Evals: The Unglamorous Key to AI Quality

Your AI works great in demos and fails in production.

You don't have a model problem. You have an eval problem.

Why Traditional Testing Fails#

# This test is useless
def test_ai_response():
    response = ai.ask("What is 2+2?")
    assert response == "4"

AI doesn't give identical outputs. It gives distributions.

"4", "The answer is 4", "Four", "2+2=4" - all correct. Test fails on three of them.

What Evals Actually Are#

Evals measure whether AI behavior meets your standards across a distribution of cases.

Not: "Is this exact output correct?" But: "Does this output achieve the goal?"

# This eval works
def eval_math_response(response, expected_value):
    # Extract numeric answer from any format
    extracted = extract_number(response)
    return extracted == expected_value

The Eval Pyramid#

Level 1: Component Evals#

Test each piece in isolation.

Does retrieval return relevant docs?
Does the prompt elicit the right format?
Does parsing handle edge cases?

Easy to debug. Run on every commit.

Level 2: Integration Evals#

Test the full pipeline.

Given user input, is final output acceptable?
Do components work together?
Is latency within bounds?

Slower. Run daily.

Level 3: Behavioral Evals#

Test high-level properties.

Is the AI consistent across paraphrases?
Does it handle adversarial inputs?
Does it refuse harmful requests?

Expensive. Run weekly.

Metrics That Matter#

Task Completion Rate#

Did the user achieve their goal?

Not "was the response good?" but "did the user's problem get solved?"
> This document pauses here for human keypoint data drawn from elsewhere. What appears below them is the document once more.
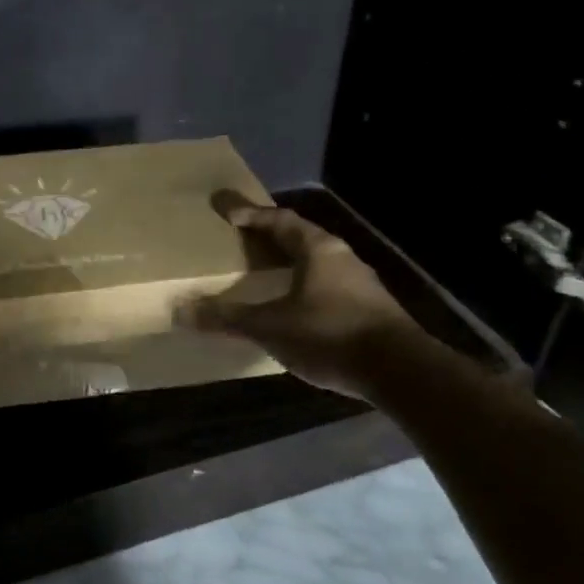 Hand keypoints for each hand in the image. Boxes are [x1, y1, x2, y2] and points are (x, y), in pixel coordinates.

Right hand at [186, 201, 421, 399]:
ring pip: (317, 264)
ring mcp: (361, 285)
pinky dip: (305, 289)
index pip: (281, 220)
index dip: (253, 214)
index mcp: (318, 250)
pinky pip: (328, 287)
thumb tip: (182, 311)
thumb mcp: (271, 327)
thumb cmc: (330, 334)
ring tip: (266, 274)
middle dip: (271, 238)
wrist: (400, 371)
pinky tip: (294, 309)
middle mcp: (343, 258)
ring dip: (291, 265)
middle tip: (244, 239)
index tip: (228, 212)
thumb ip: (228, 318)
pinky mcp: (370, 311)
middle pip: (301, 238) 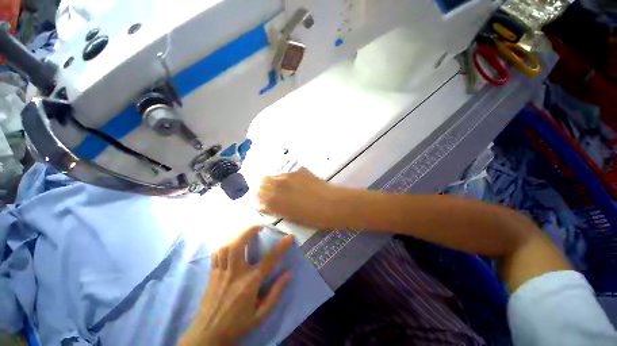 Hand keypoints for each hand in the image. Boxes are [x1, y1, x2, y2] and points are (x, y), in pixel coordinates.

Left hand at [179, 226, 292, 345]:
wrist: (207, 337)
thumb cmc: (237, 325)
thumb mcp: (261, 315)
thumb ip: (275, 293)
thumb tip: (288, 273)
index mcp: (250, 283)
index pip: (269, 260)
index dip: (281, 246)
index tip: (289, 237)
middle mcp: (235, 274)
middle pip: (239, 245)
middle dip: (249, 231)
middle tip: (258, 226)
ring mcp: (221, 273)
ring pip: (226, 247)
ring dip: (236, 236)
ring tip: (244, 233)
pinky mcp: (211, 275)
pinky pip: (216, 255)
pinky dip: (224, 246)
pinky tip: (229, 245)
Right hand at [258, 168, 343, 229]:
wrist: (333, 204)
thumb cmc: (313, 217)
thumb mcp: (291, 218)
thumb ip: (276, 210)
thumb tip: (265, 205)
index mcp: (275, 200)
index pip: (258, 195)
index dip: (259, 197)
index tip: (262, 199)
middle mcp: (279, 185)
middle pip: (263, 181)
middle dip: (264, 186)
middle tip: (272, 192)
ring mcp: (290, 176)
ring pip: (276, 175)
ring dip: (276, 180)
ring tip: (285, 187)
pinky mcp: (300, 171)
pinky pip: (289, 173)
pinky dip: (288, 178)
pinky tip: (297, 183) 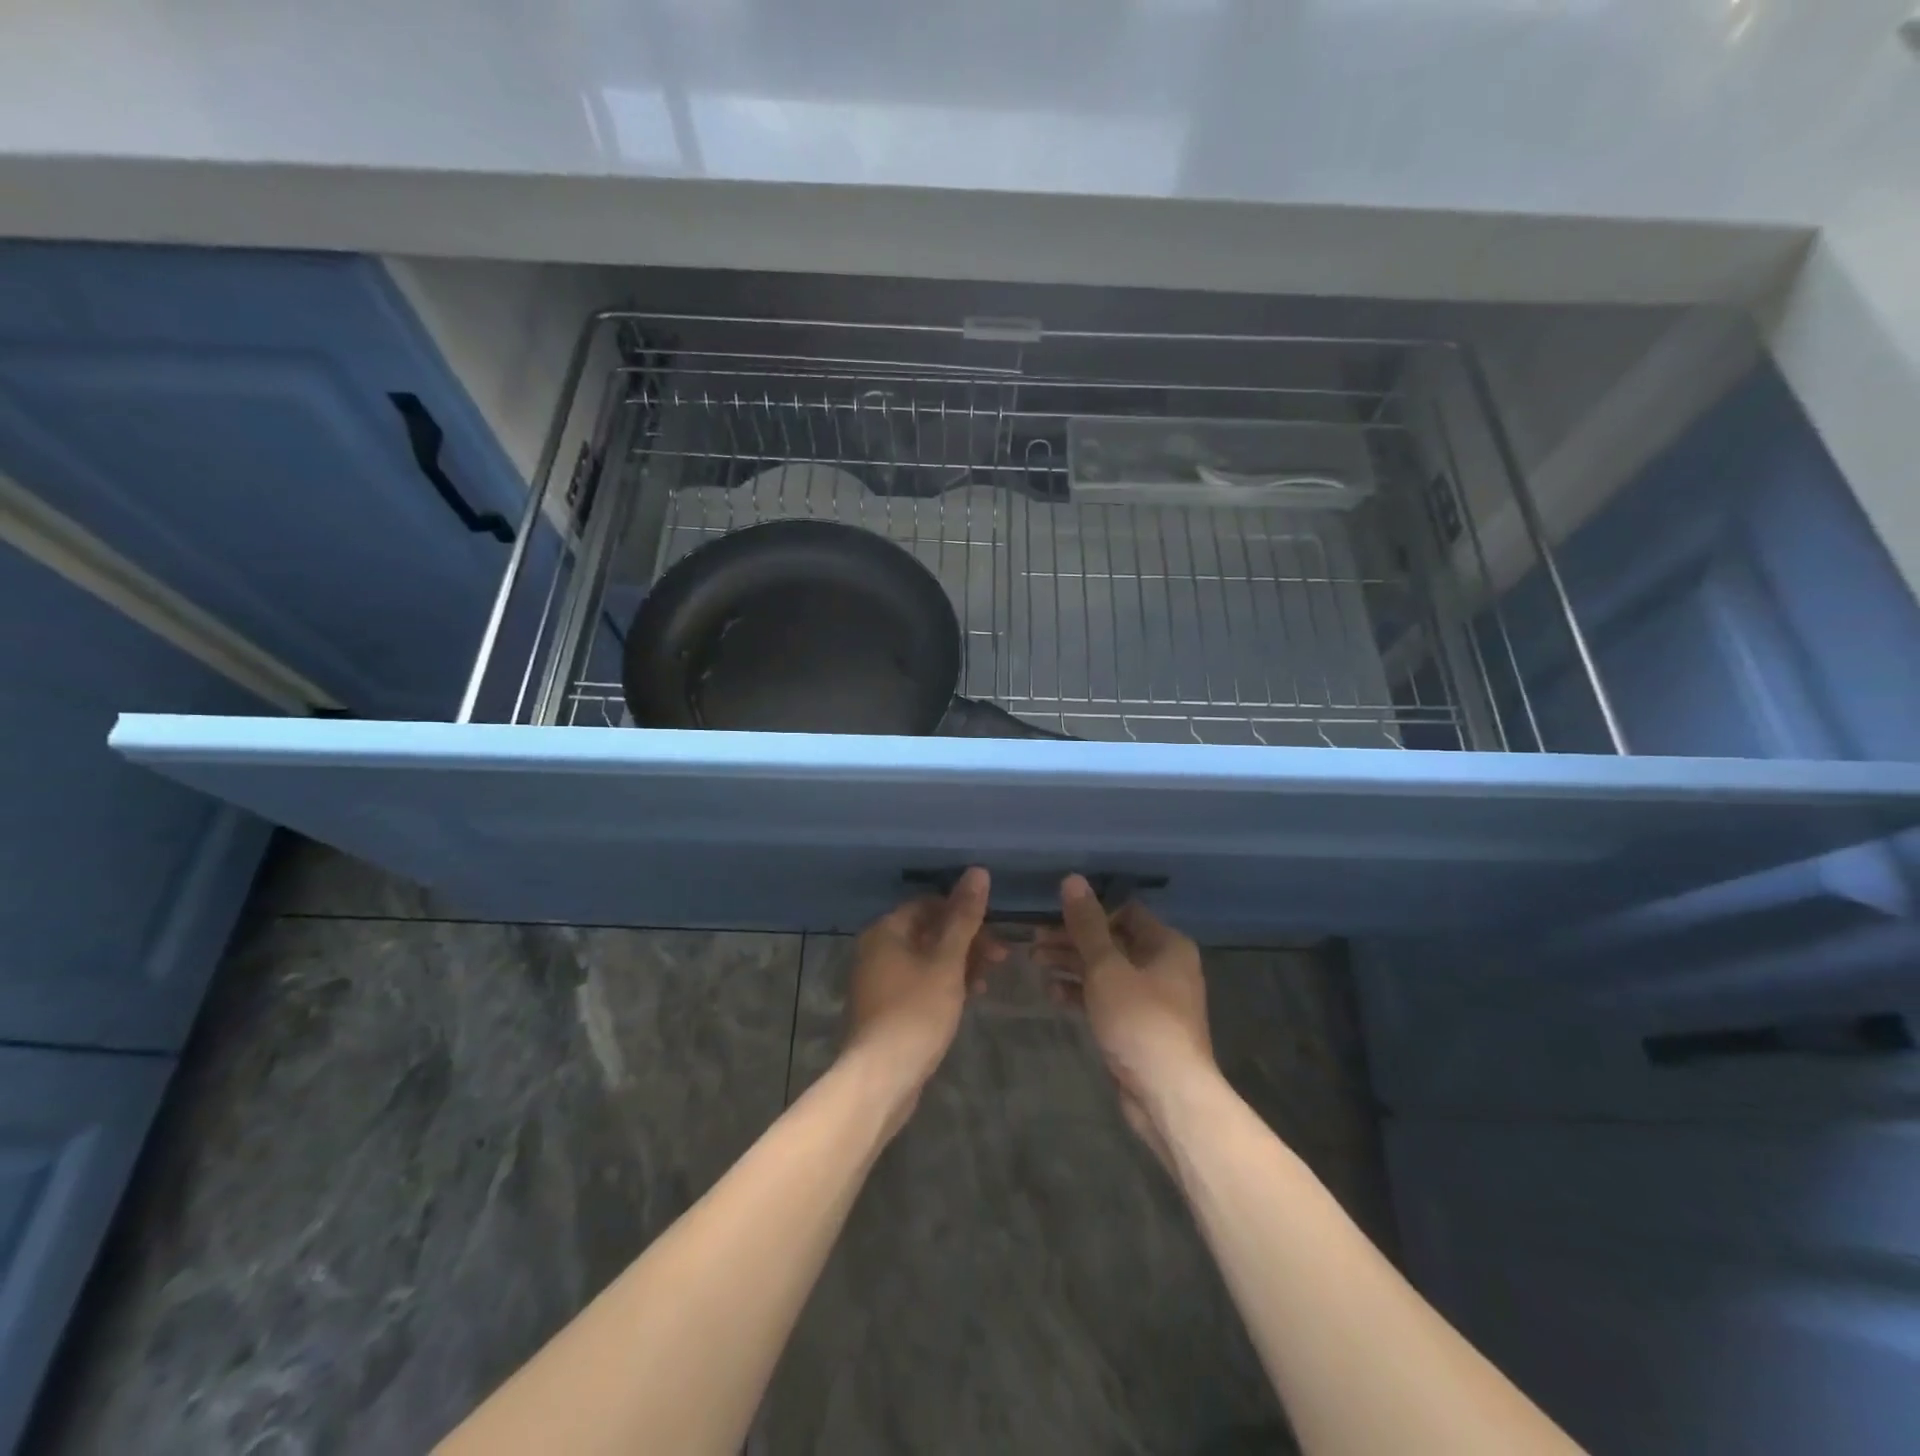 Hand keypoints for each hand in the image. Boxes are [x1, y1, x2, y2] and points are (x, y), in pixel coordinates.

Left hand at [842, 867, 1002, 1134]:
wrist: (881, 1077)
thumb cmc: (916, 1011)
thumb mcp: (947, 961)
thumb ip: (964, 917)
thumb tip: (978, 871)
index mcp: (886, 931)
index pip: (930, 904)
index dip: (965, 913)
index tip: (995, 932)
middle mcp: (877, 949)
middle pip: (929, 931)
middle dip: (967, 941)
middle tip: (1002, 957)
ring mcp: (879, 980)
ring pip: (927, 959)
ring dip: (960, 964)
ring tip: (987, 982)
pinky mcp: (886, 1008)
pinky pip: (920, 983)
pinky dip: (944, 984)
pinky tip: (968, 998)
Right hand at [1034, 875, 1211, 1164]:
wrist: (1167, 1094)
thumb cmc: (1139, 1020)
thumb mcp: (1106, 967)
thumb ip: (1087, 925)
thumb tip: (1072, 880)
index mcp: (1166, 944)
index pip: (1124, 911)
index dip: (1089, 911)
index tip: (1053, 913)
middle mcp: (1163, 966)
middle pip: (1112, 941)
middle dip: (1072, 939)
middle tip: (1034, 940)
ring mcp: (1151, 998)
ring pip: (1105, 970)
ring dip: (1071, 965)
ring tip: (1035, 961)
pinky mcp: (1137, 1026)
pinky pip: (1106, 998)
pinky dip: (1081, 993)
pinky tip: (1052, 993) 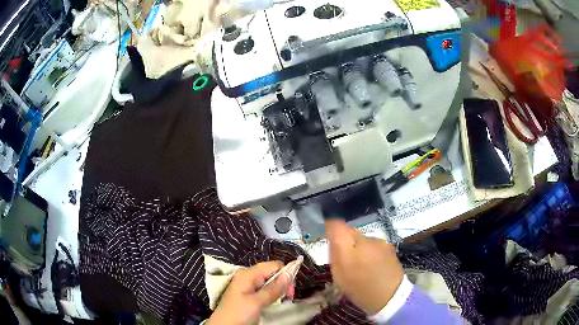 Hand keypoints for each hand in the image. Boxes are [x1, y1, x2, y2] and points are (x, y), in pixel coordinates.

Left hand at [206, 261, 293, 324]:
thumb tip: (290, 272)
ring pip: (269, 282)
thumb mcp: (257, 302)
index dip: (285, 274)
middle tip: (287, 297)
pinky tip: (271, 302)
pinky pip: (264, 289)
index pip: (274, 265)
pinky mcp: (248, 294)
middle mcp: (248, 276)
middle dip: (282, 283)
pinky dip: (270, 294)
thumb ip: (274, 288)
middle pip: (272, 273)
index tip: (291, 290)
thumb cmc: (239, 313)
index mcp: (248, 273)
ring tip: (280, 301)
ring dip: (277, 290)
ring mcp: (247, 285)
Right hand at [326, 219, 403, 314]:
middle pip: (350, 232)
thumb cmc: (360, 289)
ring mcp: (379, 242)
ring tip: (361, 264)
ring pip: (362, 239)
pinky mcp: (389, 246)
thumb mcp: (340, 276)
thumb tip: (331, 237)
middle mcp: (365, 240)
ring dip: (358, 247)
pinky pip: (373, 244)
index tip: (330, 237)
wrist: (391, 296)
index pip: (337, 226)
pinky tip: (373, 264)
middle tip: (345, 259)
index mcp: (349, 249)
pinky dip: (370, 251)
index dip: (331, 228)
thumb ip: (334, 254)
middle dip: (345, 241) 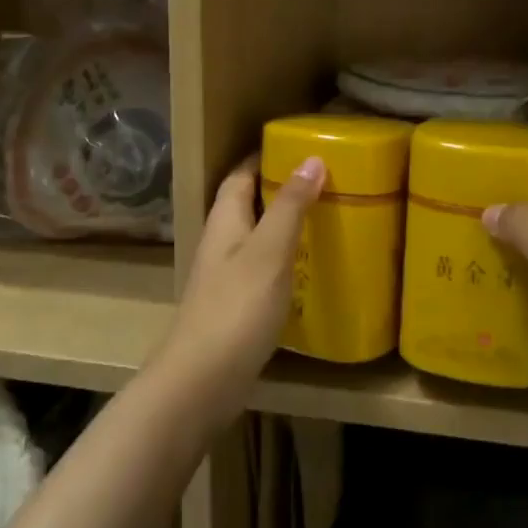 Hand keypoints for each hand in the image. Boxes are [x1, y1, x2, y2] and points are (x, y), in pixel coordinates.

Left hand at [155, 153, 325, 421]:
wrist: (201, 381)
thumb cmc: (236, 308)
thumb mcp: (270, 250)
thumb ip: (290, 206)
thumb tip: (312, 158)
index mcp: (225, 219)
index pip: (242, 174)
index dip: (267, 157)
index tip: (302, 147)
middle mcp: (221, 242)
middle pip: (249, 203)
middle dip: (281, 188)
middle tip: (326, 181)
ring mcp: (225, 276)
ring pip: (257, 236)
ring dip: (285, 224)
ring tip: (325, 218)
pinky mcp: (235, 305)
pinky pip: (262, 267)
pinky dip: (285, 259)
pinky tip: (309, 268) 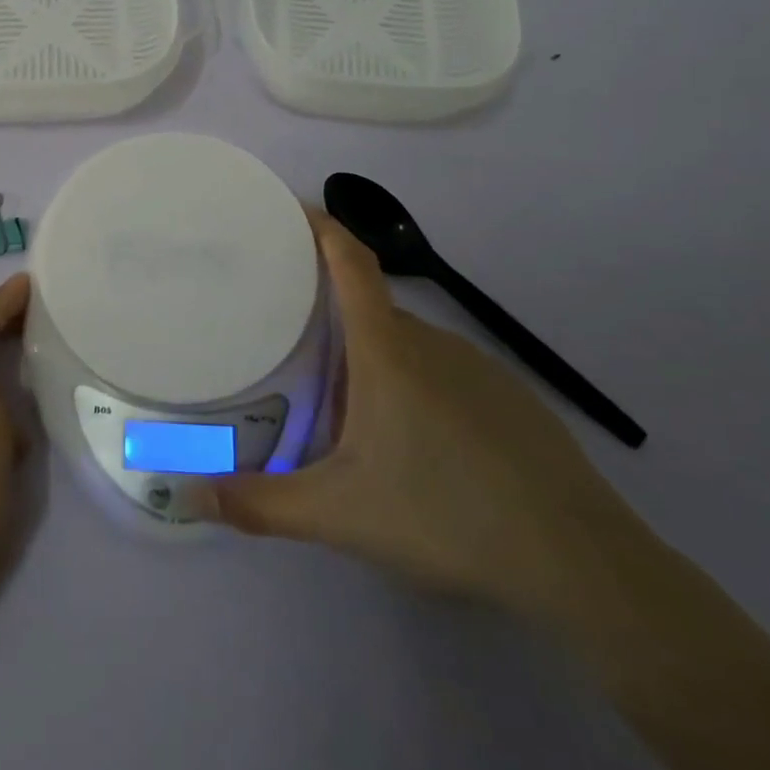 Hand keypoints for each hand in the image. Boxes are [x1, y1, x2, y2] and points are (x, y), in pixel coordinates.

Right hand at [202, 216, 636, 622]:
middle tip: (289, 342)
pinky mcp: (509, 397)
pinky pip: (443, 372)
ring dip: (370, 360)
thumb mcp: (339, 514)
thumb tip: (189, 495)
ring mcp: (478, 367)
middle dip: (329, 315)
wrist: (579, 560)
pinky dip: (413, 386)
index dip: (319, 226)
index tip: (287, 209)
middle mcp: (431, 342)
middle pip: (370, 307)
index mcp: (387, 350)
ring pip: (406, 345)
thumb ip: (260, 504)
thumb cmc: (445, 515)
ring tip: (343, 409)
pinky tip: (413, 447)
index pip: (349, 261) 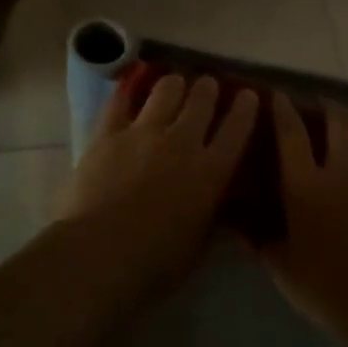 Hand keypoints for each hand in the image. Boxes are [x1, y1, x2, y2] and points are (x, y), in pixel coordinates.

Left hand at [59, 73, 257, 282]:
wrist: (100, 254)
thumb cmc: (156, 262)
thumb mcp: (199, 241)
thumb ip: (210, 212)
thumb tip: (217, 199)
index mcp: (211, 171)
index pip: (238, 128)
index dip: (246, 107)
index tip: (247, 95)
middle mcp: (183, 142)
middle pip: (203, 99)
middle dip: (208, 89)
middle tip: (207, 88)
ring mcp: (144, 133)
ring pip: (166, 89)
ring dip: (174, 84)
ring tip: (173, 85)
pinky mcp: (108, 133)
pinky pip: (121, 101)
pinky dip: (129, 92)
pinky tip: (132, 89)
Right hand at [267, 93, 347, 315]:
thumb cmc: (329, 289)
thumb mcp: (284, 270)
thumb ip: (262, 245)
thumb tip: (241, 229)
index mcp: (306, 187)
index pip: (292, 135)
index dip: (284, 111)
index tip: (279, 96)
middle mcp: (342, 172)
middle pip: (339, 121)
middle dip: (327, 106)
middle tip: (319, 104) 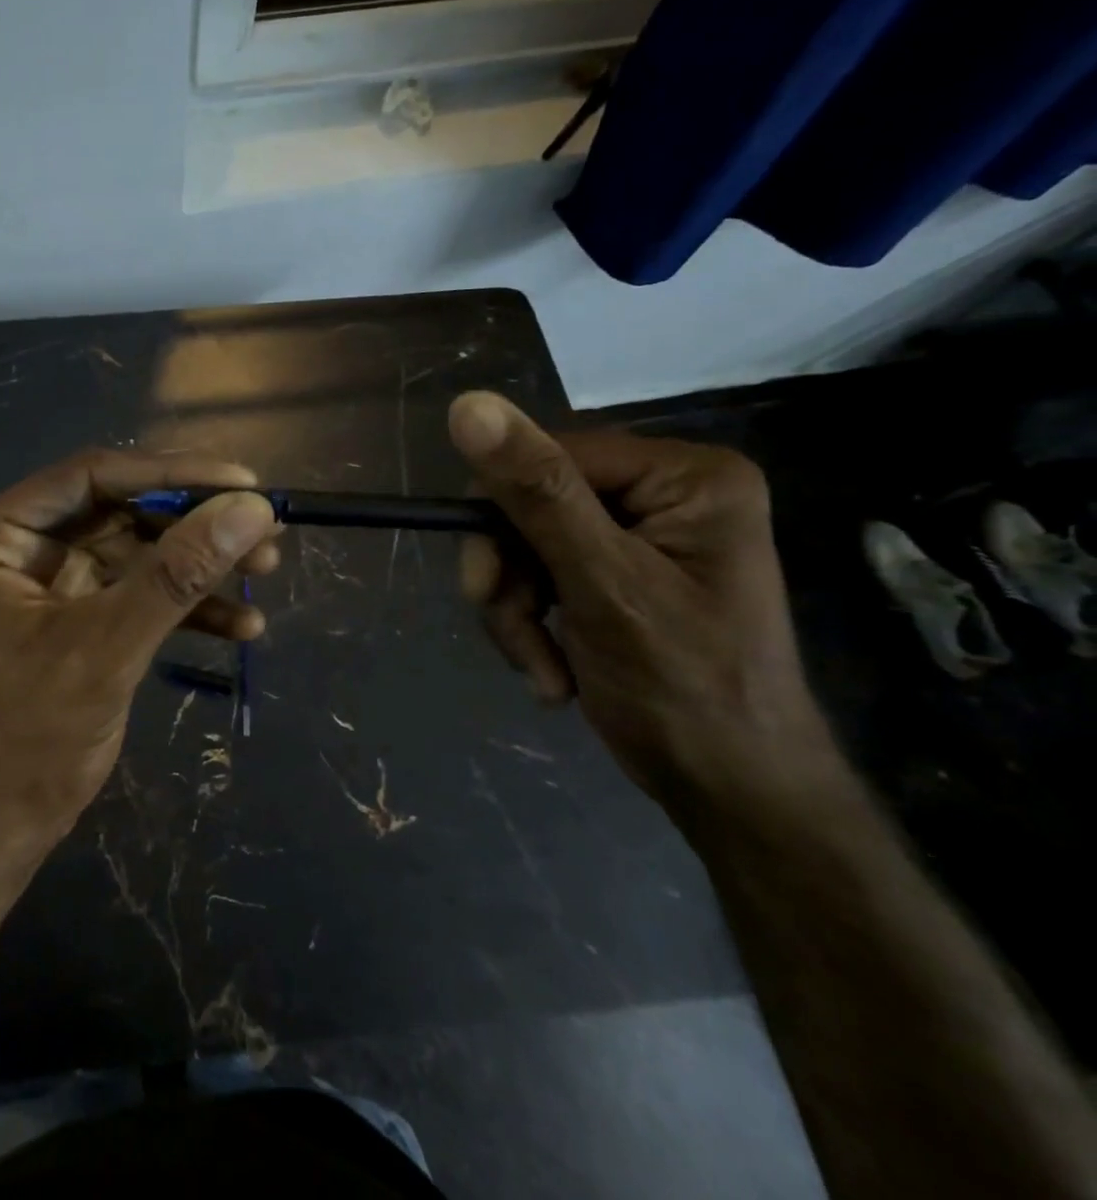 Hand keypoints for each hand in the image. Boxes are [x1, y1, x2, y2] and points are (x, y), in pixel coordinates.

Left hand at [0, 450, 279, 855]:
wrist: (1, 828)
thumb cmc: (31, 738)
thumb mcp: (107, 648)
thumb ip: (178, 574)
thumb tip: (253, 508)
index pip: (90, 477)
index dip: (170, 473)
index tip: (242, 481)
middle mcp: (17, 546)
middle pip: (119, 510)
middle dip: (193, 524)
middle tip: (264, 528)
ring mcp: (48, 582)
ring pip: (137, 550)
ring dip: (200, 564)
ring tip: (267, 567)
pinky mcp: (77, 616)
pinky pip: (137, 592)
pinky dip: (186, 605)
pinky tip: (242, 624)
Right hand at [447, 392, 837, 816]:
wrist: (732, 794)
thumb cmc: (685, 690)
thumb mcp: (602, 585)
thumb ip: (537, 494)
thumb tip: (467, 405)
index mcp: (686, 475)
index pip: (550, 457)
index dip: (501, 516)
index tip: (485, 586)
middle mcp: (666, 491)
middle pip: (531, 502)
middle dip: (510, 575)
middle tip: (511, 630)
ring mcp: (641, 533)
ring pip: (525, 543)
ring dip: (515, 608)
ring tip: (540, 669)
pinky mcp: (617, 571)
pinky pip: (539, 573)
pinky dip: (530, 623)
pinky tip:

This is the metric. Everything else supports it.

Factual Accuracy#

When claims are made, are they true?

def eval_factual(response, ground_truth):
    claims = extract_claims(response)
    correct = sum(1 for c in claims if verify(c, ground_truth))
    return correct / len(claims)

Ground truth is expensive to create. Do it anyway.

Hallucination Rate#

How often does the AI make things up?

def eval_hallucination(response, context):
    claims = extract_claims(response)
    unsupported = sum(1 for c in claims if not in_context(c, context))
    return unsupported / len(claims)

Target: < 5% for production systems.

Latency Distribution#

Not average. Distribution.

P50 latency tells you the median experience. P99 latency tells you the worst experience. Max latency tells you if something's broken.

P50: 1.2s ✅
P95: 2.8s ⚠️  
P99: 8.4s ❌

Fix the tail before optimizing the median.

Stay Updated

Get updates on new labs and experiments.

The RAG Reality Check: Why Retrieval Isn't Magic

RAG is everywhere, but production implementations fail constantly. Common failure modes, debugging strategies, and what actually works in retrieval-augmented generation.

Building Good Test Sets#

Diversity Matters#

Cover the space of inputs users actually send.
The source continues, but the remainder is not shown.